The room where I have resigned myself to doing spin classes—which is also the room where I have resigned myself to doing Pilates classes—is entirely mirrored. There isn't a spot in the room where I can avoid meeting my own gaze as I struggle to follow the instructors' leads.
I'm the girl who invariably finished the timed mile last in middle school. I was so bad at running that all the other kids clapped when I finally got to the end of my last laps. I routinely skimped on my push-ups in P.E. In fact, I did the bare minimum in every exercise, a low standard I wouldn't have accepted of myself in academic classes. But I hated the feeling of being behind everyone else, made conspicuous by my inadequacy. I tried to minimize that shame.
Now, in my second year of college and three years removed from the last time I was obligated to exercise in front of other people for a grade, I am once again enrolled in fitness classes, but this time, it was mostly voluntary.
Having been denied any sort of innate athletic skill by the universe, I am largely sedentary. I have no natural interest in playing sports, and I only embarrass myself when I try. I don't have enough discipline to go to the gym and endure that kind of public humiliation on a regular basis, so I've never had a fitness regimen.
But my lifestyle has started raising my dress size and doctors' eyebrows alike, so here I am, fitting the adult version of gym class into my schedule and willingly subjecting myself to that classic last-person-picked-in-kickball middle school paranoia once more.
Because I can't stop thinking about what everyone else is thinking of me.
I'm already bigger than most of them—I was back in middle school, too—and my body doesn't look like theirs when we twist and bend. I'm neither coordinated nor flexible; in yoga class, I concentrate so hard on not falling over that any relaxing benefits of yoga are lost on me. In Pilates, I have to do planks with my knees down, and I'm usually the only one. In spin class, I set my bike to the lowest or close-to-lowest resistance, but I still sweat harder than anyone else.
For me, exercising has always meant being on display. Granted, as a generally anxious person, I live most of my life this way: I am always on high alert about how other people are reacting to me.
But exercising compounds this anxiety until it's suffocating. Because I have no control. I can't choose whether I come across as calm and composed, because I'm flushed and sweating and always falling just short of average. My failure is always visible. I can see it in the mirrors. Everyone else can see it if they choose to look. And my hyperactive mind persuades me that they always do.
My father, who has passed military fitness tests with flying colors for the past twenty-five years, has been trying in vain to find my athletic calling for as long as I can remember. When I was nine, it was softball, because apparently, I wasn't half bad at throwing and catching. When I was fourteen, it was tennis, because I had reported not hating badminton in P.E. and tennis was its sportier sister. When I was sixteen, we would go on morning mile-ish runs where he kindly slowed down to walk as often as I needed to—which was a lot.

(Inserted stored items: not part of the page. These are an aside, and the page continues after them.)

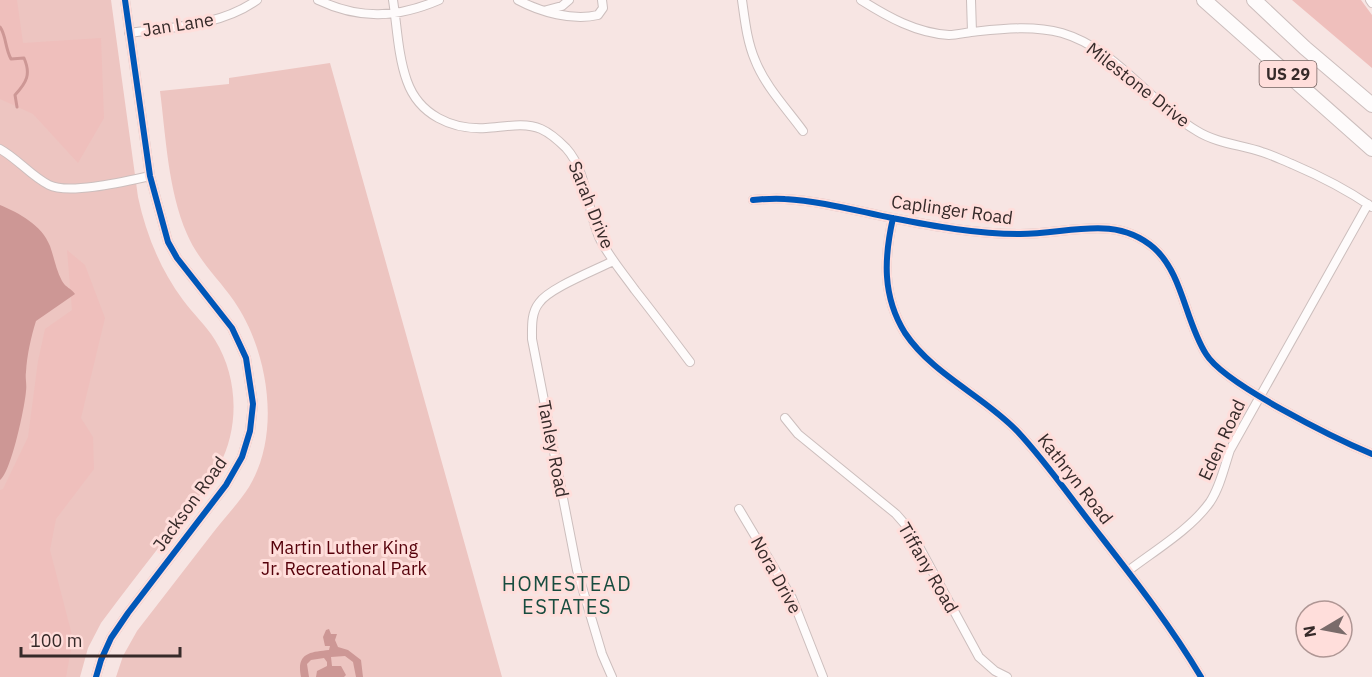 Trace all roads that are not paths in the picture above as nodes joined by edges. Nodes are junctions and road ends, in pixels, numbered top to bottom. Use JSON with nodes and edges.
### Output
{"nodes":[{"id":1,"x":125,"y":0,"type":"edge"},
{"id":2,"x":257,"y":0,"type":"edge"},
{"id":3,"x":318,"y":0,"type":"edge"},
{"id":4,"x":393,"y":0,"type":"edge"},
{"id":5,"x":439,"y":0,"type":"edge"},
{"id":6,"x":518,"y":0,"type":"edge"},
{"id":7,"x":569,"y":0,"type":"edge"},
{"id":8,"x":602,"y":0,"type":"edge"},
{"id":9,"x":742,"y":0,"type":"edge"},
{"id":10,"x":861,"y":0,"type":"edge"},
{"id":11,"x":971,"y":0,"type":"edge"},
{"id":12,"x":1204,"y":0,"type":"edge"},
{"id":13,"x":1254,"y":0,"type":"edge"},
{"id":14,"x":547,"y":11,"type":"junction"},
{"id":15,"x":395,"y":14,"type":"junction"},
{"id":16,"x":972,"y":32,"type":"junction"},
{"id":17,"x":129,"y":33,"type":"junction"},
{"id":18,"x":1372,"y":105,"type":"edge"},
{"id":19,"x":803,"y":131,"type":"dead end"},
{"id":20,"x":0,"y":149,"type":"edge"},
{"id":21,"x":1372,"y":149,"type":"edge"},
{"id":22,"x":150,"y":176,"type":"junction"},
{"id":23,"x":753,"y":200,"type":"dead end"},
{"id":24,"x":1370,"y":205,"type":"edge"},
{"id":25,"x":893,"y":218,"type":"junction"},
{"id":26,"x":613,"y":261,"type":"junction"},
{"id":27,"x":690,"y":362,"type":"dead end"},
{"id":28,"x":1260,"y":395,"type":"junction"},
{"id":29,"x":785,"y":418,"type":"dead end"},
{"id":30,"x":1372,"y":454,"type":"edge"},
{"id":31,"x":739,"y":509,"type":"dead end"},
{"id":32,"x":1128,"y":571,"type":"junction"},
{"id":33,"x":96,"y":677,"type":"edge"},
{"id":34,"x":612,"y":677,"type":"edge"},
{"id":35,"x":823,"y":677,"type":"edge"},
{"id":36,"x":1007,"y":677,"type":"edge"},
{"id":37,"x":1201,"y":677,"type":"edge"}],
"edges":[{"from":1,"to":17,"type":"street","name":"Jackson Road"},
{"from":2,"to":17,"type":"street","name":"Jan Lane"},
{"from":3,"to":15,"type":"street"},
{"from":4,"to":15,"type":"street","name":"Sarah Drive"},
{"from":5,"to":15,"type":"street"},
{"from":6,"to":14,"type":"street"},
{"from":7,"to":14,"type":"street"},
{"from":8,"to":14,"type":"street"},
{"from":9,"to":19,"type":"street"},
{"from":10,"to":16,"type":"street","name":"Milestone Drive"},
{"from":11,"to":16,"type":"street"},
{"from":12,"to":21,"type":"highway","number":"US 29"},
{"from":13,"to":18,"type":"highway","number":"US 29"},
{"from":15,"to":26,"type":"street","name":"Sarah Drive"},
{"from":16,"to":24,"type":"street","name":"Milestone Drive"},
{"from":17,"to":22,"type":"street","name":"Jackson Road"},
{"from":20,"to":22,"type":"street"},
{"from":22,"to":33,"type":"street","name":"Jackson Road"},
{"from":23,"to":25,"type":"street","name":"Caplinger Road"},
{"from":24,"to":28,"type":"street","name":"Eden Road"},
{"from":25,"to":28,"type":"street","name":"Caplinger Road"},
{"from":25,"to":32,"type":"street","name":"Kathryn Road"},
{"from":26,"to":27,"type":"street","name":"Sarah Drive"},
{"from":26,"to":34,"type":"street","name":"Tanley Road"},
{"from":28,"to":30,"type":"street","name":"Caplinger Road"},
{"from":28,"to":32,"type":"street","name":"Eden Road"},
{"from":29,"to":36,"type":"street","name":"Tiffany Road"},
{"from":31,"to":35,"type":"street","name":"Nora Drive"},
{"from":32,"to":37,"type":"street","name":"Kathryn Road"}]}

He's always maintained that exercise has restorative properties, that it can release tension in the body and mind alike. I think that's a common belief among many naturally athletic people.
But I can't express strongly enough how demoralizing it is for me to exercise. I'm never good enough. And other people can see it, whether I'm running through the neighborhood or on a treadmill in the gym. Instead of being a respite from the stress of my life, exercise significantly contributes to the stress in my life.
I think that at the gym, in my freshly-purchased workout clothes with a yoga mat under my arm and a water bottle in my hand, I can pass for a sporty girl. In the mirrors, waiting for class to start, I'm almost surprised by how complete the illusion is. That's a stranger, a version of myself I have never been able to be.
Because once we get going, I'm lagging behind before we've even truly begun.
In the locker room afterward, trying to talk myself out of panic, I try to frame it differently: Isn't it courageous, to know you're not good at something and to do it anyway?
But if that's true, I've never been able to reconcile it with my life, in and outside the gym.
I know everyone else is focused on their own pace, not mine. I know we're a self-absorbed species, we only pay attention to our own mistakes, and therefore no one else lies awake at night cataloging my shortcomings the way I do.
But every time I go to the gym, I forget.